The figure above is a sample “scatter plot”. The orange boxes are not
part of the plot, but have been added to illustrate what are *tracks*
and *subtracks* in the context of the ``incenp.plotting.scatterplot``
module.
Sample data
===========
The module is intended to work with indexed `DataFrame` objects
(including multi-indexed `DataFrame`).
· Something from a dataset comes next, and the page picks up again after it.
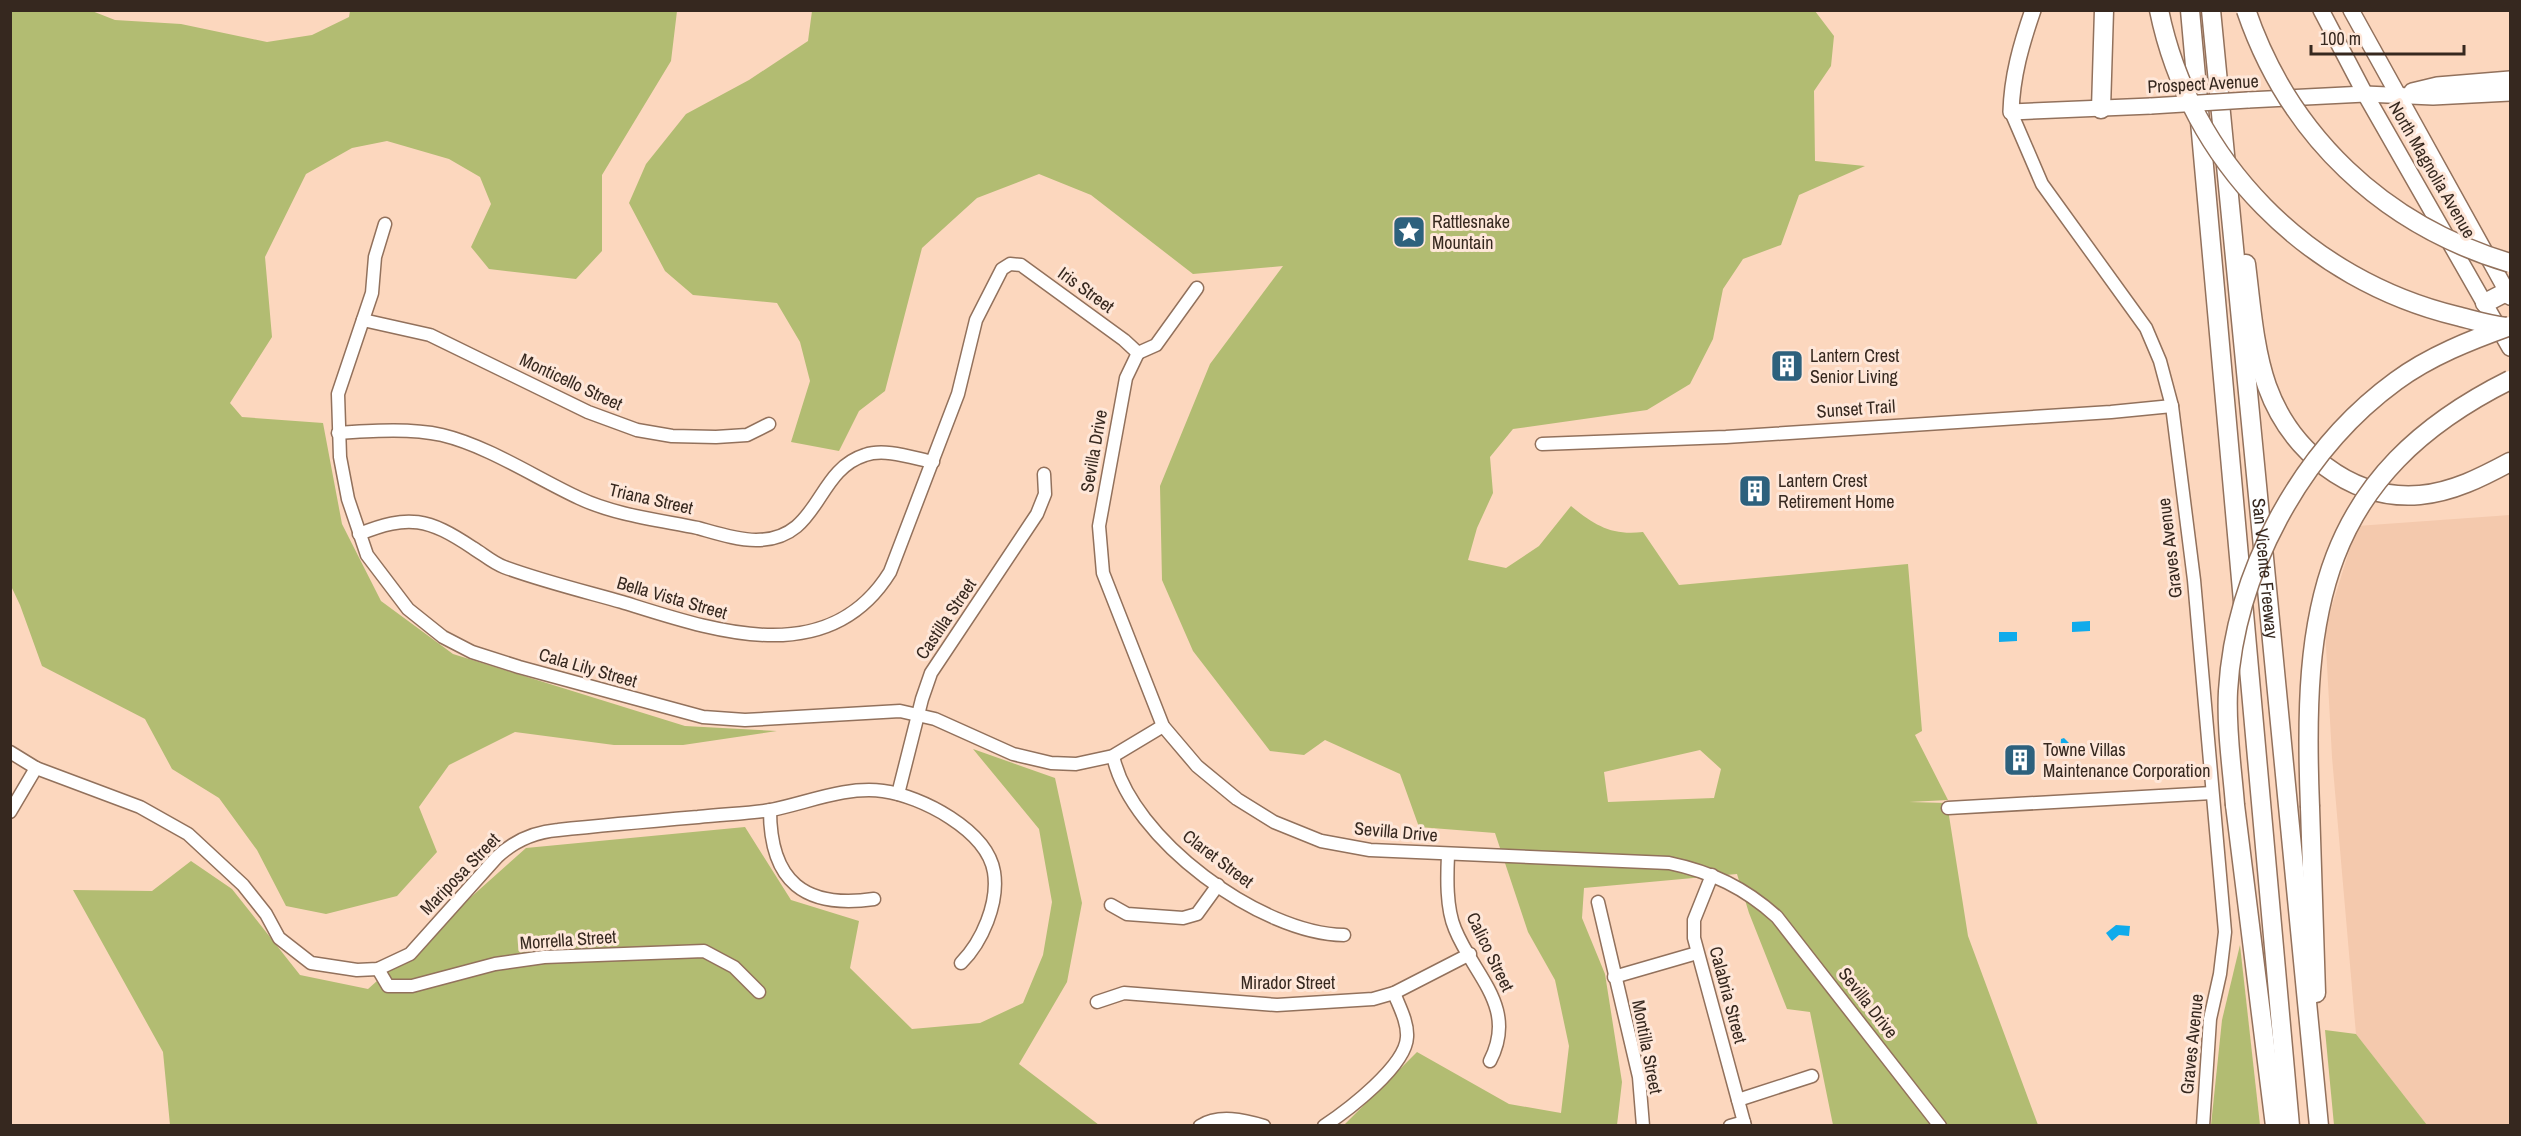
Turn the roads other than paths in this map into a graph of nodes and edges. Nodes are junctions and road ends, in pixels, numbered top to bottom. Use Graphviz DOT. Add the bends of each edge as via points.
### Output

Let’s create such an object,
which we will use throughout this page:
.. code-block:: python
index = pd.MultiIndex.from_arrays([
['foo'] * 40 + ['bar'] * 40 + ['baz'] * 40 + ['qux'] * 40,
['one', 'two'] * 80
],
names=['first', 'second']
)
df = pd.DataFrame(np.random.randn(160,4), index = index,
columns=['A', 'B', 'C', 'D'])
This creates a `DataFrame` with 4 columns (``A`` to ``D``) and 160
rows, indexed in two levels (level ``first``, with 4 distinct values
``foo``, ``bar``, ``baz``, and ``qux``; and level ``second``, with 2
distinct values ``one`` and ``two``).
Quick start
===========
As an initial example, here is the call to ``scatterplot`` to draw the
graph above (``ax`` is supposed to be a `matplotlib.axes.Axes` object):
.. code-block:: python
scatterplot(ax, df, columns='A',
tracks=['foo', 'bar', 'baz'], trackname='first',
subtracks=['one', 'two'], subtrackname='second')
ax.legend(['one', 'two'])
The ``columns`` parameter indicates that the values to be plotted comes
from the column named ``A``.
The ``tracks`` parameter gives the index values used to distribute the
values of column ``A`` into three different tracks (one track for rows
with index value ``foo``, one track for rows with index value ``bar``,
and so on); the associated ``trackname`` parameter indicates which index
level to use to lookup the values specified in the previous parameter,
if ``df`` is a multi-indexed `DataFrame`.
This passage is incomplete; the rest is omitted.